* [Requirement]: What you write must match the records exactly, except for the images, which are left out.

** Supplied entries follows **

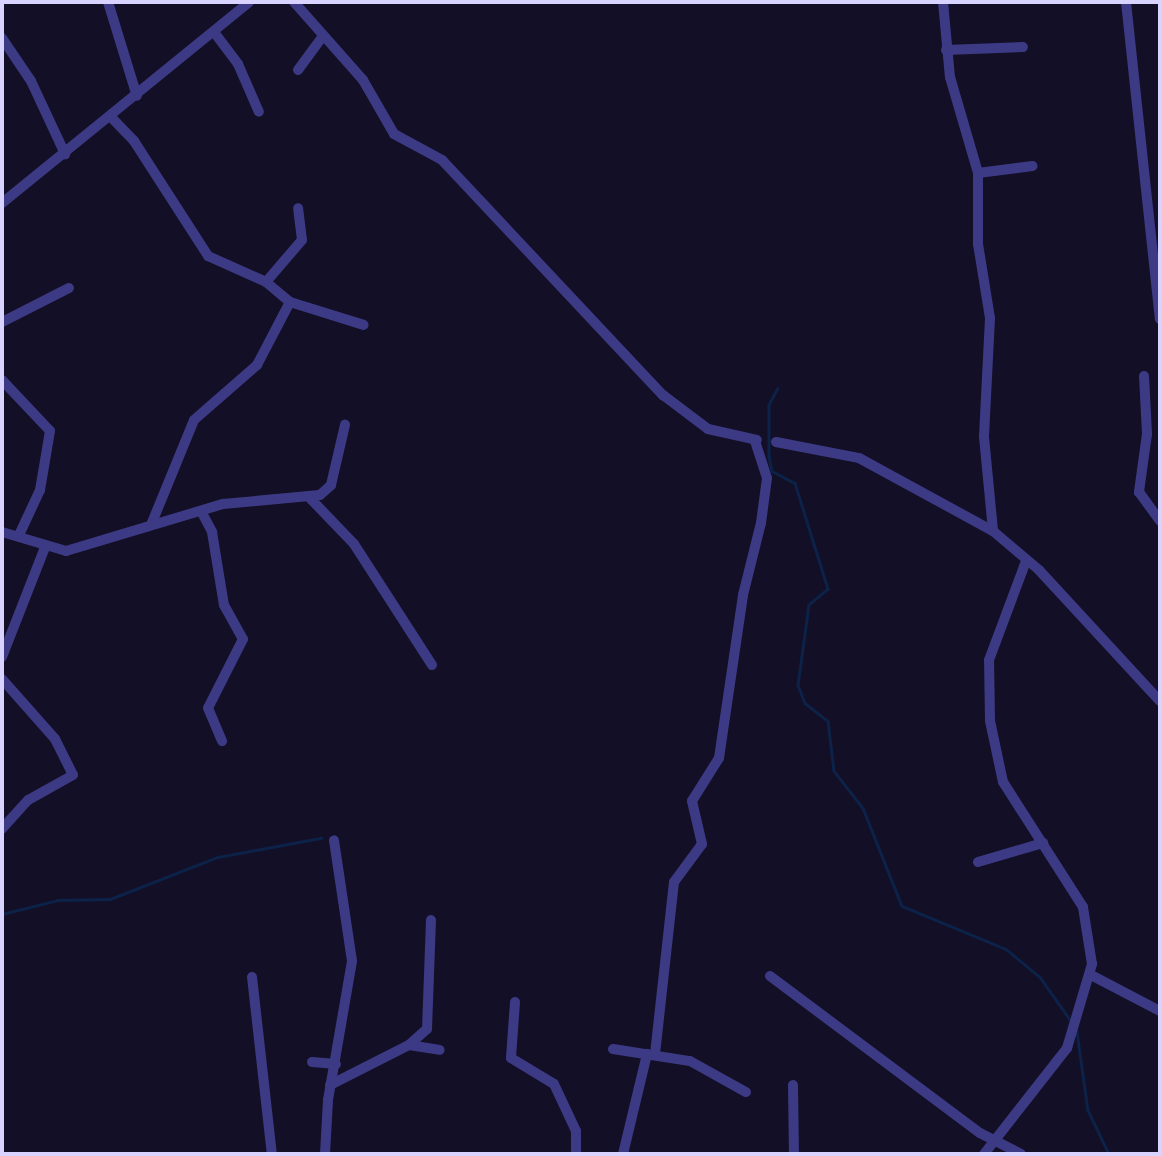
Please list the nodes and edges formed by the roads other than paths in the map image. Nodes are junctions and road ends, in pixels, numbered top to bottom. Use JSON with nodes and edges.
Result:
{"nodes":[{"id":1,"x":108,"y":2,"type":"edge"},
{"id":2,"x":249,"y":2,"type":"edge"},
{"id":3,"x":293,"y":2,"type":"edge"},
{"id":4,"x":943,"y":2,"type":"edge"},
{"id":5,"x":1126,"y":2,"type":"edge"},
{"id":6,"x":214,"y":32,"type":"junction"},
{"id":7,"x":323,"y":36,"type":"junction"},
{"id":8,"x":2,"y":38,"type":"edge"},
{"id":9,"x":1023,"y":47,"type":"dead end"},
{"id":10,"x":946,"y":50,"type":"junction"},
{"id":11,"x":298,"y":70,"type":"dead end"},
{"id":12,"x":137,"y":96,"type":"junction"},
{"id":13,"x":259,"y":112,"type":"dead end"},
{"id":14,"x":110,"y":116,"type":"junction"},
{"id":15,"x":65,"y":154,"type":"junction"},
{"id":16,"x":1033,"y":166,"type":"dead end"},
{"id":17,"x":978,"y":173,"type":"junction"},
{"id":18,"x":2,"y":203,"type":"edge"},
{"id":19,"x":298,"y":208,"type":"dead end"},
{"id":20,"x":266,"y":282,"type":"junction"},
{"id":21,"x":69,"y":288,"type":"dead end"},
{"id":22,"x":290,"y":302,"type":"junction"},
{"id":23,"x":1160,"y":319,"type":"edge"},
{"id":24,"x":2,"y":322,"type":"edge"},
{"id":25,"x":364,"y":325,"type":"dead end"},
{"id":26,"x":1144,"y":376,"type":"dead end"},
{"id":27,"x":2,"y":380,"type":"edge"},
{"id":28,"x":345,"y":425,"type":"dead end"},
{"id":29,"x":776,"y":442,"type":"dead end"},
{"id":30,"x":308,"y":496,"type":"junction"},
{"id":31,"x":201,"y":511,"type":"junction"},
{"id":32,"x":1160,"y":520,"type":"edge"},
{"id":33,"x":150,"y":525,"type":"junction"},
{"id":34,"x":2,"y":531,"type":"edge"},
{"id":35,"x":993,"y":531,"type":"junction"},
{"id":36,"x":19,"y":535,"type":"junction"},
{"id":37,"x":45,"y":547,"type":"junction"},
{"id":38,"x":1026,"y":561,"type":"junction"},
{"id":39,"x":2,"y":657,"type":"edge"},
{"id":40,"x":432,"y":665,"type":"dead end"},
{"id":41,"x":2,"y":679,"type":"edge"},
{"id":42,"x":1160,"y":701,"type":"edge"},
{"id":43,"x":222,"y":741,"type":"dead end"},
{"id":44,"x":2,"y":829,"type":"edge"},
{"id":45,"x":334,"y":840,"type":"dead end"},
{"id":46,"x":1043,"y":843,"type":"junction"},
{"id":47,"x":978,"y":862,"type":"dead end"},
{"id":48,"x":431,"y":920,"type":"dead end"},
{"id":49,"x":1091,"y":975,"type":"junction"},
{"id":50,"x":770,"y":976,"type":"dead end"},
{"id":51,"x":252,"y":977,"type":"dead end"},
{"id":52,"x":515,"y":1002,"type":"dead end"},
{"id":53,"x":1160,"y":1011,"type":"edge"},
{"id":54,"x":409,"y":1045,"type":"junction"},
{"id":55,"x":614,"y":1049,"type":"dead end"},
{"id":56,"x":440,"y":1050,"type":"dead end"},
{"id":57,"x":651,"y":1054,"type":"junction"},
{"id":58,"x":312,"y":1062,"type":"dead end"},
{"id":59,"x":336,"y":1064,"type":"junction"},
{"id":60,"x":330,"y":1085,"type":"junction"},
{"id":61,"x":793,"y":1085,"type":"dead end"},
{"id":62,"x":746,"y":1091,"type":"dead end"},
{"id":63,"x":995,"y":1140,"type":"junction"},
{"id":64,"x":272,"y":1154,"type":"edge"},
{"id":65,"x":325,"y":1154,"type":"edge"},
{"id":66,"x":576,"y":1154,"type":"edge"},
{"id":67,"x":623,"y":1154,"type":"edge"},
{"id":68,"x":794,"y":1154,"type":"edge"},
{"id":69,"x":984,"y":1154,"type":"edge"},
{"id":70,"x":1021,"y":1154,"type":"edge"}],
"edges":[{"from":1,"to":12,"type":"street"},
{"from":2,"to":6,"type":"street"},
{"from":3,"to":7,"type":"street"},
{"from":4,"to":10,"type":"street"},
{"from":5,"to":23,"type":"street"},
{"from":6,"to":12,"type":"street"},
{"from":6,"to":13,"type":"street"},
{"from":7,"to":11,"type":"street"},
{"from":7,"to":57,"type":"street"},
{"from":8,"to":15,"type":"street"},
{"from":9,"to":10,"type":"street"},
{"from":10,"to":17,"type":"street"},
{"from":12,"to":14,"type":"street"},
{"from":14,"to":15,"type":"street"},
{"from":14,"to":20,"type":"street"},
{"from":15,"to":18,"type":"street"},
{"from":16,"to":17,"type":"street"},
{"from":17,"to":35,"type":"street"},
{"from":19,"to":20,"type":"street"},
{"from":20,"to":22,"type":"street"},
{"from":21,"to":24,"type":"street"},
{"from":22,"to":25,"type":"street"},
{"from":22,"to":33,"type":"street"},
{"from":26,"to":32,"type":"street"},
{"from":27,"to":36,"type":"street"},
{"from":28,"to":30,"type":"street"},
{"from":29,"to":35,"type":"street"},
{"from":30,"to":31,"type":"street"},
{"from":30,"to":40,"type":"street"},
{"from":31,"to":33,"type":"street"},
{"from":31,"to":43,"type":"street"},
{"from":33,"to":37,"type":"street"},
{"from":34,"to":36,"type":"street"},
{"from":35,"to":38,"type":"street"},
{"from":36,"to":37,"type":"street"},
{"from":37,"to":39,"type":"street"},
{"from":38,"to":42,"type":"street"},
{"from":38,"to":46,"type":"street"},
{"from":41,"to":44,"type":"street"},
{"from":45,"to":59,"type":"street"},
{"from":46,"to":47,"type":"street"},
{"from":46,"to":49,"type":"street"},
{"from":48,"to":54,"type":"street"},
{"from":49,"to":53,"type":"street"},
{"from":49,"to":63,"type":"street"},
{"from":50,"to":63,"type":"street"},
{"from":51,"to":64,"type":"street"},
{"from":52,"to":66,"type":"street"},
{"from":54,"to":56,"type":"street"},
{"from":54,"to":60,"type":"street"},
{"from":55,"to":57,"type":"street"},
{"from":57,"to":62,"type":"street"},
{"from":57,"to":67,"type":"street"},
{"from":58,"to":59,"type":"street"},
{"from":59,"to":60,"type":"street"},
{"from":60,"to":65,"type":"street"},
{"from":61,"to":68,"type":"street"},
{"from":63,"to":69,"type":"street"},
{"from":63,"to":70,"type":"street"}]}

** End of Supplied entries **

* [Output of the task]:
Please list the nodes and edges formed by the roads other than paths in the map image. Nodes are junctions and road ends, in pixels, numbered top to bottom. Use JSON with nodes and edges.
Result:
{"nodes":[{"id":1,"x":108,"y":2,"type":"edge"},
{"id":2,"x":249,"y":2,"type":"edge"},
{"id":3,"x":293,"y":2,"type":"edge"},
{"id":4,"x":943,"y":2,"type":"edge"},
{"id":5,"x":1126,"y":2,"type":"edge"},
{"id":6,"x":214,"y":32,"type":"junction"},
{"id":7,"x":323,"y":36,"type":"junction"},
{"id":8,"x":2,"y":38,"type":"edge"},
{"id":9,"x":1023,"y":47,"type":"dead end"},
{"id":10,"x":946,"y":50,"type":"junction"},
{"id":11,"x":298,"y":70,"type":"dead end"},
{"id":12,"x":137,"y":96,"type":"junction"},
{"id":13,"x":259,"y":112,"type":"dead end"},
{"id":14,"x":110,"y":116,"type":"junction"},
{"id":15,"x":65,"y":154,"type":"junction"},
{"id":16,"x":1033,"y":166,"type":"dead end"},
{"id":17,"x":978,"y":173,"type":"junction"},
{"id":18,"x":2,"y":203,"type":"edge"},
{"id":19,"x":298,"y":208,"type":"dead end"},
{"id":20,"x":266,"y":282,"type":"junction"},
{"id":21,"x":69,"y":288,"type":"dead end"},
{"id":22,"x":290,"y":302,"type":"junction"},
{"id":23,"x":1160,"y":319,"type":"edge"},
{"id":24,"x":2,"y":322,"type":"edge"},
{"id":25,"x":364,"y":325,"type":"dead end"},
{"id":26,"x":1144,"y":376,"type":"dead end"},
{"id":27,"x":2,"y":380,"type":"edge"},
{"id":28,"x":345,"y":425,"type":"dead end"},
{"id":29,"x":776,"y":442,"type":"dead end"},
{"id":30,"x":308,"y":496,"type":"junction"},
{"id":31,"x":201,"y":511,"type":"junction"},
{"id":32,"x":1160,"y":520,"type":"edge"},
{"id":33,"x":150,"y":525,"type":"junction"},
{"id":34,"x":2,"y":531,"type":"edge"},
{"id":35,"x":993,"y":531,"type":"junction"},
{"id":36,"x":19,"y":535,"type":"junction"},
{"id":37,"x":45,"y":547,"type":"junction"},
{"id":38,"x":1026,"y":561,"type":"junction"},
{"id":39,"x":2,"y":657,"type":"edge"},
{"id":40,"x":432,"y":665,"type":"dead end"},
{"id":41,"x":2,"y":679,"type":"edge"},
{"id":42,"x":1160,"y":701,"type":"edge"},
{"id":43,"x":222,"y":741,"type":"dead end"},
{"id":44,"x":2,"y":829,"type":"edge"},
{"id":45,"x":334,"y":840,"type":"dead end"},
{"id":46,"x":1043,"y":843,"type":"junction"},
{"id":47,"x":978,"y":862,"type":"dead end"},
{"id":48,"x":431,"y":920,"type":"dead end"},
{"id":49,"x":1091,"y":975,"type":"junction"},
{"id":50,"x":770,"y":976,"type":"dead end"},
{"id":51,"x":252,"y":977,"type":"dead end"},
{"id":52,"x":515,"y":1002,"type":"dead end"},
{"id":53,"x":1160,"y":1011,"type":"edge"},
{"id":54,"x":409,"y":1045,"type":"junction"},
{"id":55,"x":614,"y":1049,"type":"dead end"},
{"id":56,"x":440,"y":1050,"type":"dead end"},
{"id":57,"x":651,"y":1054,"type":"junction"},
{"id":58,"x":312,"y":1062,"type":"dead end"},
{"id":59,"x":336,"y":1064,"type":"junction"},
{"id":60,"x":330,"y":1085,"type":"junction"},
{"id":61,"x":793,"y":1085,"type":"dead end"},
{"id":62,"x":746,"y":1091,"type":"dead end"},
{"id":63,"x":995,"y":1140,"type":"junction"},
{"id":64,"x":272,"y":1154,"type":"edge"},
{"id":65,"x":325,"y":1154,"type":"edge"},
{"id":66,"x":576,"y":1154,"type":"edge"},
{"id":67,"x":623,"y":1154,"type":"edge"},
{"id":68,"x":794,"y":1154,"type":"edge"},
{"id":69,"x":984,"y":1154,"type":"edge"},
{"id":70,"x":1021,"y":1154,"type":"edge"}],
"edges":[{"from":1,"to":12,"type":"street"},
{"from":2,"to":6,"type":"street"},
{"from":3,"to":7,"type":"street"},
{"from":4,"to":10,"type":"street"},
{"from":5,"to":23,"type":"street"},
{"from":6,"to":12,"type":"street"},
{"from":6,"to":13,"type":"street"},
{"from":7,"to":11,"type":"street"},
{"from":7,"to":57,"type":"street"},
{"from":8,"to":15,"type":"street"},
{"from":9,"to":10,"type":"street"},
{"from":10,"to":17,"type":"street"},
{"from":12,"to":14,"type":"street"},
{"from":14,"to":15,"type":"street"},
{"from":14,"to":20,"type":"street"},
{"from":15,"to":18,"type":"street"},
{"from":16,"to":17,"type":"street"},
{"from":17,"to":35,"type":"street"},
{"from":19,"to":20,"type":"street"},
{"from":20,"to":22,"type":"street"},
{"from":21,"to":24,"type":"street"},
{"from":22,"to":25,"type":"street"},
{"from":22,"to":33,"type":"street"},
{"from":26,"to":32,"type":"street"},
{"from":27,"to":36,"type":"street"},
{"from":28,"to":30,"type":"street"},
{"from":29,"to":35,"type":"street"},
{"from":30,"to":31,"type":"street"},
{"from":30,"to":40,"type":"street"},
{"from":31,"to":33,"type":"street"},
{"from":31,"to":43,"type":"street"},
{"from":33,"to":37,"type":"street"},
{"from":34,"to":36,"type":"street"},
{"from":35,"to":38,"type":"street"},
{"from":36,"to":37,"type":"street"},
{"from":37,"to":39,"type":"street"},
{"from":38,"to":42,"type":"street"},
{"from":38,"to":46,"type":"street"},
{"from":41,"to":44,"type":"street"},
{"from":45,"to":59,"type":"street"},
{"from":46,"to":47,"type":"street"},
{"from":46,"to":49,"type":"street"},
{"from":48,"to":54,"type":"street"},
{"from":49,"to":53,"type":"street"},
{"from":49,"to":63,"type":"street"},
{"from":50,"to":63,"type":"street"},
{"from":51,"to":64,"type":"street"},
{"from":52,"to":66,"type":"street"},
{"from":54,"to":56,"type":"street"},
{"from":54,"to":60,"type":"street"},
{"from":55,"to":57,"type":"street"},
{"from":57,"to":62,"type":"street"},
{"from":57,"to":67,"type":"street"},
{"from":58,"to":59,"type":"street"},
{"from":59,"to":60,"type":"street"},
{"from":60,"to":65,"type":"street"},
{"from":61,"to":68,"type":"street"},
{"from":63,"to":69,"type":"street"},
{"from":63,"to":70,"type":"street"}]}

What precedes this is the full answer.